- [Problem statement]
Please return every line from the entries that has the string "than" in it.

- [Source records]
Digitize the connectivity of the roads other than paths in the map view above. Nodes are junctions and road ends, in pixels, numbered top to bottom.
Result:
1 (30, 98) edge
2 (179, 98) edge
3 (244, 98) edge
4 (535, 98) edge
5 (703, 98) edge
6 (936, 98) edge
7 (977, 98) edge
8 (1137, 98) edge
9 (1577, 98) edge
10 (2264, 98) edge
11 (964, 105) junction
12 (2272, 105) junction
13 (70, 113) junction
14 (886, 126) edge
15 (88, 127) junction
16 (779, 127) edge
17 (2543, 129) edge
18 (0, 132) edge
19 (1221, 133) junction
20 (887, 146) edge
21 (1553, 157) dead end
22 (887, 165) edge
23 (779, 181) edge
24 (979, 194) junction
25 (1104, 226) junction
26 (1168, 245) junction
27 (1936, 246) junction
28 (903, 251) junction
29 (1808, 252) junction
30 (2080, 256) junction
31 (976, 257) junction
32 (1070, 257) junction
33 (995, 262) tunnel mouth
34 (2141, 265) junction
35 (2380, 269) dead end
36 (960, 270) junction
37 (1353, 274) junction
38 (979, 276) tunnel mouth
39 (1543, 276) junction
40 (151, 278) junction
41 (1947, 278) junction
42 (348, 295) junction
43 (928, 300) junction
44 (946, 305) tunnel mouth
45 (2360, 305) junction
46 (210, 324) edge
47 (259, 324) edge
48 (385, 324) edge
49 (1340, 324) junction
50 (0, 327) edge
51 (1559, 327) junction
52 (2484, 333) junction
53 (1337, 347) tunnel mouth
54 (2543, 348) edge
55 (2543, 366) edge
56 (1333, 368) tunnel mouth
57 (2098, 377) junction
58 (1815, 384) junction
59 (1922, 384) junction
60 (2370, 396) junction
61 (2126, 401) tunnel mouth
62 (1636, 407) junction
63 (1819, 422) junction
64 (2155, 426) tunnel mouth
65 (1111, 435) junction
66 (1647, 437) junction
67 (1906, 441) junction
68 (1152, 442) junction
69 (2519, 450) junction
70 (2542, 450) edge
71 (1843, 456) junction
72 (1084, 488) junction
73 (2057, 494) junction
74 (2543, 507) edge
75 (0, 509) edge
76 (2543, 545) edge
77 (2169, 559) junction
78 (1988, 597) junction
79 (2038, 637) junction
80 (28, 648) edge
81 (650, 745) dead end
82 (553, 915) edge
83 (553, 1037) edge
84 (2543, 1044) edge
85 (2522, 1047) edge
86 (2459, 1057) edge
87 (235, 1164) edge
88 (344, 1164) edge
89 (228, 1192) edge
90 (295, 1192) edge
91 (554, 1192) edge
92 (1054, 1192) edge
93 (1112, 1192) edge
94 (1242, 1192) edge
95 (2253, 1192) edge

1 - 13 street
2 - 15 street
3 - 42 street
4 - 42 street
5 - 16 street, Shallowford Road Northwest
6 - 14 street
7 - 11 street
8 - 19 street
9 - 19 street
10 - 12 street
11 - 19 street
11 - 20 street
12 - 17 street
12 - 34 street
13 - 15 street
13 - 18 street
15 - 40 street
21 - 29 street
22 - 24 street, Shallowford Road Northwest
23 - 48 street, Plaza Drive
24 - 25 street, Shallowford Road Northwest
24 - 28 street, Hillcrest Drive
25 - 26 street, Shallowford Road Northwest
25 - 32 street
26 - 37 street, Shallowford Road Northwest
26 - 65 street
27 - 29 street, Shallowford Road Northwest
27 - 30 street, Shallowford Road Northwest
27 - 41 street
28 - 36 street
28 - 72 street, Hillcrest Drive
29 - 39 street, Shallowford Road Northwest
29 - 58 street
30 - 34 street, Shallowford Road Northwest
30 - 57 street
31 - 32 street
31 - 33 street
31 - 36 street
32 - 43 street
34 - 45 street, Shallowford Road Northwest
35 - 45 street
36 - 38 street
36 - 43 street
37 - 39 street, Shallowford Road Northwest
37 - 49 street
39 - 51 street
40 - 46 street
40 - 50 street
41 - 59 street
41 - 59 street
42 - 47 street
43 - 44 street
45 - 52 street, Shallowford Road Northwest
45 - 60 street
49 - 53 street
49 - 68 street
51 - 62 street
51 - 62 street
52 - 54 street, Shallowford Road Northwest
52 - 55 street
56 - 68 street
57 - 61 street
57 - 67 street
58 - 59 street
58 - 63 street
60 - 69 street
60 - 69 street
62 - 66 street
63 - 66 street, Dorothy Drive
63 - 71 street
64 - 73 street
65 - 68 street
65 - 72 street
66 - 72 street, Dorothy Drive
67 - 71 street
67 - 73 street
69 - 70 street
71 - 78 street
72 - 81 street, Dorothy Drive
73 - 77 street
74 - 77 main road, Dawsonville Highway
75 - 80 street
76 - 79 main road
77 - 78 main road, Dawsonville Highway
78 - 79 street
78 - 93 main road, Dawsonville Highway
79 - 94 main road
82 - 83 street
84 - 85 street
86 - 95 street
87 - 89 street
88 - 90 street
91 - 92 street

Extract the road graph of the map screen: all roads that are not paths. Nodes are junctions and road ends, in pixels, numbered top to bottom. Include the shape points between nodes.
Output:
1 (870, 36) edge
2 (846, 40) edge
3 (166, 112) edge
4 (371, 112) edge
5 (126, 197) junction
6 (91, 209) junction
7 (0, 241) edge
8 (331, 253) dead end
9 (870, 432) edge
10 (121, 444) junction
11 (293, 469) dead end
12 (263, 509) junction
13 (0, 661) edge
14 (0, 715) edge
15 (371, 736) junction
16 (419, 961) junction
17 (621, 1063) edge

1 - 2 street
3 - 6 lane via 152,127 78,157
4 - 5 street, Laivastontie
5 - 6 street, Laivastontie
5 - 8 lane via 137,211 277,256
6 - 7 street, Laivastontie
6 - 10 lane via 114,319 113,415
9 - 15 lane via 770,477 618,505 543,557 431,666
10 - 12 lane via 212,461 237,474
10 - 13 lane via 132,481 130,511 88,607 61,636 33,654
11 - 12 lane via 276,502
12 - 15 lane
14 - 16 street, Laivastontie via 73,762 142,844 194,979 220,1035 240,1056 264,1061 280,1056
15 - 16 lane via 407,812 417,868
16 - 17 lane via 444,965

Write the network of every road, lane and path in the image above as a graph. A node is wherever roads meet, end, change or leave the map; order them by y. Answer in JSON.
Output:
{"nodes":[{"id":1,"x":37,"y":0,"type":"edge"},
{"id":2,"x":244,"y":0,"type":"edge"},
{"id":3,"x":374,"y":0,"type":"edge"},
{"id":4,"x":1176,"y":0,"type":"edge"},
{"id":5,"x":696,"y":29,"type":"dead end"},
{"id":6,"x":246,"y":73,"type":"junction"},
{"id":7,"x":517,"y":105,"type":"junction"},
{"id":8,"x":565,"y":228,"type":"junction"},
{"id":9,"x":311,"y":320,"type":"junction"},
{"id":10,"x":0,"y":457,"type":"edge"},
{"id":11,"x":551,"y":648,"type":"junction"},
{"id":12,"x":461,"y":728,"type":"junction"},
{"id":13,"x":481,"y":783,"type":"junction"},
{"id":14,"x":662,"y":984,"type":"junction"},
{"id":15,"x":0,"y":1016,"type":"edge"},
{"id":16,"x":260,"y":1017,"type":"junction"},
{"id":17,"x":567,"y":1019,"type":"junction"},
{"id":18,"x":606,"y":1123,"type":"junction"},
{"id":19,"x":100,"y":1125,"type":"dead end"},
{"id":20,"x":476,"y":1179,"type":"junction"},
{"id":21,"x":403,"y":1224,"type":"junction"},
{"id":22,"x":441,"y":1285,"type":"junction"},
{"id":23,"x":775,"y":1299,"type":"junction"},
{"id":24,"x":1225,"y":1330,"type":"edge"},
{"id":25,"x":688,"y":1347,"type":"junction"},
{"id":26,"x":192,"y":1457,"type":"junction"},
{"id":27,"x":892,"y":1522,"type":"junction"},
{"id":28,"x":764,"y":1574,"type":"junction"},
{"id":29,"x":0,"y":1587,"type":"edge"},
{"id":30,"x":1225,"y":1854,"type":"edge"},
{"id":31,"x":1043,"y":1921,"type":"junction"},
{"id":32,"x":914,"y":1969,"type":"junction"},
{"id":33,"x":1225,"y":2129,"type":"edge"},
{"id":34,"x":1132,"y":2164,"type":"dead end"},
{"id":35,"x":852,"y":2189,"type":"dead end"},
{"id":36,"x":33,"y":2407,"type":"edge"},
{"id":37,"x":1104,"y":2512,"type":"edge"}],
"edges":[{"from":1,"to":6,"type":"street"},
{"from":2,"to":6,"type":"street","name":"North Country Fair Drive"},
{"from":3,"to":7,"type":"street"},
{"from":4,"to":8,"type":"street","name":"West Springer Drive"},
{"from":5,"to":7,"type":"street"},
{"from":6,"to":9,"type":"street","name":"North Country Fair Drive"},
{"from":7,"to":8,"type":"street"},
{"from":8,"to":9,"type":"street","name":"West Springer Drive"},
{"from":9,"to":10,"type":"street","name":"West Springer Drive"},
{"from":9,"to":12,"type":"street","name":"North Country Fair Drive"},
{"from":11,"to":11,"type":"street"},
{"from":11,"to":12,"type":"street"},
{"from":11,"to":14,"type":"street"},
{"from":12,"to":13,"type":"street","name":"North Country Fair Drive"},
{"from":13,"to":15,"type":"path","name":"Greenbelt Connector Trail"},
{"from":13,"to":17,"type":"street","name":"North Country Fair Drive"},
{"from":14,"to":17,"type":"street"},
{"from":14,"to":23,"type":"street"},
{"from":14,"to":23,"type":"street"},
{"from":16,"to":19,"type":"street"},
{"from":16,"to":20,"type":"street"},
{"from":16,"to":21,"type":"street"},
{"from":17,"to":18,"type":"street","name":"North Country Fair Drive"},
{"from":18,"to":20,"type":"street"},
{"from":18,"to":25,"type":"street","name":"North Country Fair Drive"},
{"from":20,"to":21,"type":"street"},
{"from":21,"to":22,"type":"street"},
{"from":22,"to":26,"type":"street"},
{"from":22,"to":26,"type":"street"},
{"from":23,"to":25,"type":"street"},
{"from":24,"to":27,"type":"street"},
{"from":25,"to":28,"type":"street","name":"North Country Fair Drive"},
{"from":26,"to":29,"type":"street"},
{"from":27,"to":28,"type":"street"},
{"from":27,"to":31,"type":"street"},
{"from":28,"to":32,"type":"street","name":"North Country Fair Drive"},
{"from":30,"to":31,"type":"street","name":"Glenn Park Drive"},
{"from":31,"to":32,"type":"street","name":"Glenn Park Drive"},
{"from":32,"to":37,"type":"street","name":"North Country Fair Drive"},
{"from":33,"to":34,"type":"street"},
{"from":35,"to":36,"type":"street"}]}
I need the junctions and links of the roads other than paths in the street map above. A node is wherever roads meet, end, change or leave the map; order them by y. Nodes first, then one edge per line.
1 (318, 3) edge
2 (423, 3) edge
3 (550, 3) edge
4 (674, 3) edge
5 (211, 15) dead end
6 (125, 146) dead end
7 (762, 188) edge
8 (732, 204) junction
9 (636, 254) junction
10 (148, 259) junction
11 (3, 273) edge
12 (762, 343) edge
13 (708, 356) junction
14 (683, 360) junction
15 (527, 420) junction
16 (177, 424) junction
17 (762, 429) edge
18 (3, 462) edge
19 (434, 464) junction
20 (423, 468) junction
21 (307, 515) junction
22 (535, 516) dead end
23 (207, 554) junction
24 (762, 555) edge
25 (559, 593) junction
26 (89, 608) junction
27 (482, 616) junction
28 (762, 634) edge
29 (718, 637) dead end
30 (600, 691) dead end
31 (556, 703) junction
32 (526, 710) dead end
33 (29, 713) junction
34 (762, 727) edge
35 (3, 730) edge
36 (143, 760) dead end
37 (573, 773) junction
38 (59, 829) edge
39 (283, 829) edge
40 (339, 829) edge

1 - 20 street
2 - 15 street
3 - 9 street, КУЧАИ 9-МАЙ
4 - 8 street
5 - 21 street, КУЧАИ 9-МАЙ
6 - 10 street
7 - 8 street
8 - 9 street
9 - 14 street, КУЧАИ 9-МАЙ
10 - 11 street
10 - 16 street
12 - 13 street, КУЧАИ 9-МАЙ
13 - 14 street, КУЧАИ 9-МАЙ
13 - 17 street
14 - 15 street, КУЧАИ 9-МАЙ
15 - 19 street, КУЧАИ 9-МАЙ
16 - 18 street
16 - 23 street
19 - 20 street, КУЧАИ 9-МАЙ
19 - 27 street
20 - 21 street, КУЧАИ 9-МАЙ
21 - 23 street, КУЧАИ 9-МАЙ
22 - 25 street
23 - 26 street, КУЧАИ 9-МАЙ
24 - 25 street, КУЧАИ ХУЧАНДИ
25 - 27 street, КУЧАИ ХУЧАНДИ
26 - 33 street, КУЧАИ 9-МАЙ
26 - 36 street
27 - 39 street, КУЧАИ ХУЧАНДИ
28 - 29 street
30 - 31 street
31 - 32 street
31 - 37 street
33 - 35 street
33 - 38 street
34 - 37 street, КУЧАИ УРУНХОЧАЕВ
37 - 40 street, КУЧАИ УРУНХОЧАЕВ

- [Output for this task]
Digitize the connectivity of the roads other than paths in the map view above. Nodes are junctions and road ends, in pixels, numbered top to bottom.
I need the junctions and links of the roads other than paths in the street map above. A node is wherever roads meet, end, change or leave the map; order them by y. Nodes first, then one edge per line.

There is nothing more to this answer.